The machine information here is only applicable to DeWalt machines from before the 1990s. For information on later (non-"Vintage") machines you will have to consult other sources such as DeWalt's own website.
DeWalt Products Co. was founded 1924, two years after Ray DeWalt invented the radial arm saw, which he originally called the "Wonder-Worker". DeWalt Products Co. was reorganized in 1947 as a subsidiary of the newly-formed DeWalt Inc. In 1949, American Machine & Foundry Co. Inc., purchased DeWalt Inc. AMF is more famous for making bowling equipment and for owning Harley Davidson from 1969 to 1981. Before the Harley Davidson acquisition, though, in 1960, AMF sold DeWalt to budding conglomerate Black & Decker, whose reputation for quality handheld power tools had, at that time, only been slightly sullied by their value-engineered line of homeowner tools. DeWalt was operated as a subsidiary until 1970, when it became the Lancaster Machinery Division. Still owned by B&D, DeWalt now operates as DeWalt Industrial Tool Co., headquartered in Hampstead, MD.
One curiosity of the B&D-era DeWalt is that some radial arm saws were built in Italy and imported here. We have seen a model 7170 10" radial arm saw marked "Black & Decker (U.S.) Inc., Hunt Valley, MD... Made in Italy".
In 1989 the industrial radial arm saw line was sold to two of its former executives, who founded Lancaster Machinery Co. Within a short time Lancaster went under and the rights to the DeWalt saw designs went to The Original Saw Company, which moved production to Britt, IA. For many years, rebuilt saws and DeWalt parts were available from Wolfe Machinery, which wound down their business in 2016. Their next door neighbor, Bradley Tools and Fasteners, has taken over the business of rebuilding DeWalt saws and providing onsite repair and service for all woodworking machines. They also have a parts inventory of DeWalt parts.
With only a couple of very rare exceptions, DeWalt never designed any machines other than radial arm saws, but several machine types were sold under the DeWalt label. The exceptions date from the late 1920s or early '30s and include a 6" jointer and a hollow chisel mortiser, both of unusual and distinctive designs. The examples we have seen are clearly marked as manufactured by DeWalt.

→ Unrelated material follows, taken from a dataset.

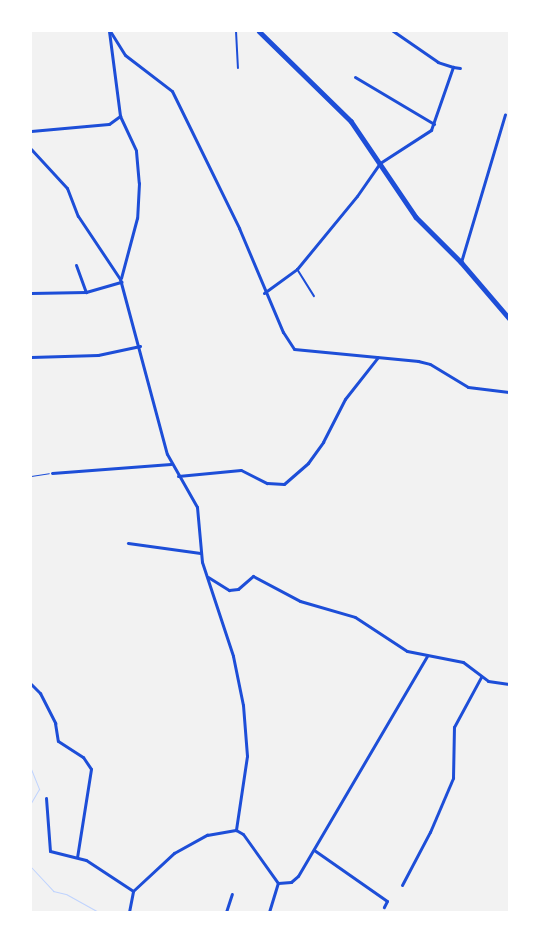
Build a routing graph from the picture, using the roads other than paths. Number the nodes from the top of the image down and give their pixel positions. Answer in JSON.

In 1960, DeWalt acquired the rights to the Bennett Two-way panel saw from Richard C. Bennett Manufacturing Co.
During the 1949-1960 AMF era, a number of different machines wore DeWalt badges. Some Atlas Press Co. machines were rebadged by DeWalt, including jointer, tablesaw , drill press, sander, lathe and 12" bandsaw. We have also see some 20" DeWalt-badged bandsaws from this era; we believe it was an American Saw Mill Machinery Co. design that was acquired by AMF. A 24" scrollsaw is of uncertain origin.
DeWalt Serial Number Registry
Below you will see a section on the DeWalt Serial Number Registry. The intent of the DeWalt registry is to compile data on DeWalt Products equipment falling into two general categories:
- Commercial and industrial series radial arm and panel saws.
- Unique one-off or prototype DeWalt Products designs.
This list of commercial and industrial series models would include, but may not be limited to, all G-type models (GA, GE, GK, GL, GP, GS), the TC-series, model 3516, and the SuperDuty saws.
At this time there will be no entry of models aimed at the consumer market, such as the PowerShop models and other saws smaller than 12" and producing less than 3 HP. This limitation is necessary to confine the duties of the registry to the interests of those involved in maintaining it.
Dating your DeWalt Radial Arm Saw
A very good estimate of the production date of your saw can be obtained from Rick Antrobus' analysis of serial numbers versus date of manufacture. Also helpful is a timeline of DeWalt radial arm saw models. For pre-1945 machines the timeline is generally more reliable than the serial-number analysis. After that time, both approaches are quite accurate.
- Most of this information has been gleaned from patent information and old catalogs.
- The Henry Ford Museum has a 1944 catalog, "Tools and attachments for DeWalt woodworking machines"
- The Henry Ford Museum has a 1951 catalog, "The De Walt model R-2 with receding arm : the woodworker for greater production and low woodcutting costs in construction, industrial plants, lumber yards, woodworking plants."
- Thanks to Erik Strombom for bringing to our attention a Craisgslist ad (San Francisco) for an Italian-made DeWalt saw. The saw is of conventional 1970s DeWalt design.
- Information on Wolfe's shutdown and Bradley Tools and Fastener's resumption of that business came from an owwm.org forum discussion.